→ **Your objective**: Which lines in the records below mention the word "CAMILLO"? Copy each one out.

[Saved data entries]
%%

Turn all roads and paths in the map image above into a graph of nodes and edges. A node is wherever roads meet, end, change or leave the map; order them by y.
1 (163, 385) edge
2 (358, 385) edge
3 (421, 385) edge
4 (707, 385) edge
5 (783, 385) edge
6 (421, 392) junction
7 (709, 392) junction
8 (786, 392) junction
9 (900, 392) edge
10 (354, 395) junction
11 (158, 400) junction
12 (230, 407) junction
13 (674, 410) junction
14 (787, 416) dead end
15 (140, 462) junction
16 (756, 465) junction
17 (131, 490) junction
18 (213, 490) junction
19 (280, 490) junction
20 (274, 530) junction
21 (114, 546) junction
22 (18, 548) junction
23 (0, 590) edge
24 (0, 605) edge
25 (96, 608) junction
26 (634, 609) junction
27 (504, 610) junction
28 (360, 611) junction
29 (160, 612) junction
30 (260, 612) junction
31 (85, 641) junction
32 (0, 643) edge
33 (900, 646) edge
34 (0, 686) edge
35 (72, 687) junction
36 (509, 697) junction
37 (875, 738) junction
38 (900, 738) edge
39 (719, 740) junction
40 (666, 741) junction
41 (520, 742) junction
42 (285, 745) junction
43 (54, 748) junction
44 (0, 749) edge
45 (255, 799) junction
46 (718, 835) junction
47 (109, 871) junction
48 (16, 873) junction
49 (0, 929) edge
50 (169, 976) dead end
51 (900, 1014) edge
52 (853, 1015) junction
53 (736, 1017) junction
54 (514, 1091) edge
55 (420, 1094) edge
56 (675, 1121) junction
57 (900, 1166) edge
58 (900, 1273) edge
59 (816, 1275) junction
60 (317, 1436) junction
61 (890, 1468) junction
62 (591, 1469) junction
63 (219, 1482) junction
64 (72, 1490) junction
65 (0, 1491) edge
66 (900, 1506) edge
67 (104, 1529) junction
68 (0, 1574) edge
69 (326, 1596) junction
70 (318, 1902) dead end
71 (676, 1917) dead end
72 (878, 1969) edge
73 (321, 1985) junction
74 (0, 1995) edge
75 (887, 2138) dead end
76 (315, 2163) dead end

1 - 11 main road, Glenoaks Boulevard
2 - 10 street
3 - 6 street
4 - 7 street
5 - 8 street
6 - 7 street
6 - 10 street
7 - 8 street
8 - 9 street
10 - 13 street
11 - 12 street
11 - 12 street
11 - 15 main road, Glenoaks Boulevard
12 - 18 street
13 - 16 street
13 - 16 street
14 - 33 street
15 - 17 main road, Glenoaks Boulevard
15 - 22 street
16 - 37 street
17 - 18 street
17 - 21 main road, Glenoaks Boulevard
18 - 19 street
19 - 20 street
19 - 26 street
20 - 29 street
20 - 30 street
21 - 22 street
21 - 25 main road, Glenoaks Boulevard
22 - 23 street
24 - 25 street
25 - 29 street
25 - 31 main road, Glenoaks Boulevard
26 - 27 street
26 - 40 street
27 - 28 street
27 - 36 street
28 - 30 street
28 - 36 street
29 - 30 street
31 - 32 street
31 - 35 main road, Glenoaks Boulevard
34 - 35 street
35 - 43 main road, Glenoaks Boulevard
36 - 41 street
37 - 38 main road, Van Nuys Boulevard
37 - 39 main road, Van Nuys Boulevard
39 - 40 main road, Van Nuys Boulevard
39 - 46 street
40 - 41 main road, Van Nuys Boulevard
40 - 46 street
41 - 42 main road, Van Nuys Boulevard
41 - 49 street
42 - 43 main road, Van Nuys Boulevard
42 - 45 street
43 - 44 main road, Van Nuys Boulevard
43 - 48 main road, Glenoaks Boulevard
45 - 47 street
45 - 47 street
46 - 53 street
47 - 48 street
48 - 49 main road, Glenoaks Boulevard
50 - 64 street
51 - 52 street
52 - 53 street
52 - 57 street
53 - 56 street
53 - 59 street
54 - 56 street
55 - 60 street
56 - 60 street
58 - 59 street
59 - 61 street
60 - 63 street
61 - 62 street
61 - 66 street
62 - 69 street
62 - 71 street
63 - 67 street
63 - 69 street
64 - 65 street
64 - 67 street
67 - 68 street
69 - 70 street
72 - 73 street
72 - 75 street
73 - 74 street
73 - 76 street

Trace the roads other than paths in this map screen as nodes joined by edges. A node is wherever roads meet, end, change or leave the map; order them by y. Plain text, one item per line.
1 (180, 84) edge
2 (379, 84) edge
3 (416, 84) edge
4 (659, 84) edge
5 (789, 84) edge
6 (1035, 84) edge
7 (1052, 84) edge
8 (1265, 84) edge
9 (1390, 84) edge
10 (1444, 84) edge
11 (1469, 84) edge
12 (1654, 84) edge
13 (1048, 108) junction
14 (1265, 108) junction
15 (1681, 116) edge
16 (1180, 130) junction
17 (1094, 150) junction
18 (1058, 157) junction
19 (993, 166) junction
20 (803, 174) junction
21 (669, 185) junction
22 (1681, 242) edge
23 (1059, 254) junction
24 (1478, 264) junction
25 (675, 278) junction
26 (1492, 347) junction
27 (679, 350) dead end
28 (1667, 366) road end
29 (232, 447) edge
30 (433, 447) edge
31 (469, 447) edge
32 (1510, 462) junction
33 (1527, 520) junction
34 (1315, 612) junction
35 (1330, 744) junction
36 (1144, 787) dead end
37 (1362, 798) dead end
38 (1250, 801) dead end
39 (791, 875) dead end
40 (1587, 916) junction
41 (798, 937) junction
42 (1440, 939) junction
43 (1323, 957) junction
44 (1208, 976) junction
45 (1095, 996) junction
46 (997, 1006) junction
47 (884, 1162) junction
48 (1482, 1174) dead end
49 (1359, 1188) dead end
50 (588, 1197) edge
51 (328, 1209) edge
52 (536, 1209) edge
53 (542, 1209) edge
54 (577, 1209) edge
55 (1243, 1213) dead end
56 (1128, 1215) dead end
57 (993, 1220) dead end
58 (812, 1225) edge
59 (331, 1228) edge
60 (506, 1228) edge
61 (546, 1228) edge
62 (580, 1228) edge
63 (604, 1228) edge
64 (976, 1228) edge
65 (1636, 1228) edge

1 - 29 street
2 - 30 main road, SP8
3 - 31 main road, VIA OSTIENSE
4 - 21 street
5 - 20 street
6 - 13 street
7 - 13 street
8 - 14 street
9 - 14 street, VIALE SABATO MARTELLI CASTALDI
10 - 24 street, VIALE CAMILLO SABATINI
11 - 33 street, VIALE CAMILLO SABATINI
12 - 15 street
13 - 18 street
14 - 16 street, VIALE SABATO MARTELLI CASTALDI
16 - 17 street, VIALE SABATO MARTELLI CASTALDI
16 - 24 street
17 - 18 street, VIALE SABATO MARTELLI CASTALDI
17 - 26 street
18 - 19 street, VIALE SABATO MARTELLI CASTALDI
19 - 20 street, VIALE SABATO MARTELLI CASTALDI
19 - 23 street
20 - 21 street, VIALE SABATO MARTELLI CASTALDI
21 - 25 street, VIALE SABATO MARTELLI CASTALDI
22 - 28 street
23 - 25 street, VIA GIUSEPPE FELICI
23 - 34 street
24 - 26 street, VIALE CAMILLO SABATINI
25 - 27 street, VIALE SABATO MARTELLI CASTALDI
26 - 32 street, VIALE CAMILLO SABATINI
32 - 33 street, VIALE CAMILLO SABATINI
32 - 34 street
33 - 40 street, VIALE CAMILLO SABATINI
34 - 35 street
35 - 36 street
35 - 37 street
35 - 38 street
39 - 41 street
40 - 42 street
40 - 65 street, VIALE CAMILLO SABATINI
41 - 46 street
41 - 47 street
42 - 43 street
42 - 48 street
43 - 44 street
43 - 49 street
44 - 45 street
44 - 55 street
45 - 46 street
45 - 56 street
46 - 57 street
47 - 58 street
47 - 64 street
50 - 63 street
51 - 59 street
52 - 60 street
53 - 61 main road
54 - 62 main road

%%

→ **Your response**:
10 - 24 street, VIALE CAMILLO SABATINI
11 - 33 street, VIALE CAMILLO SABATINI
24 - 26 street, VIALE CAMILLO SABATINI
26 - 32 street, VIALE CAMILLO SABATINI
32 - 33 street, VIALE CAMILLO SABATINI
33 - 40 street, VIALE CAMILLO SABATINI
40 - 65 street, VIALE CAMILLO SABATINI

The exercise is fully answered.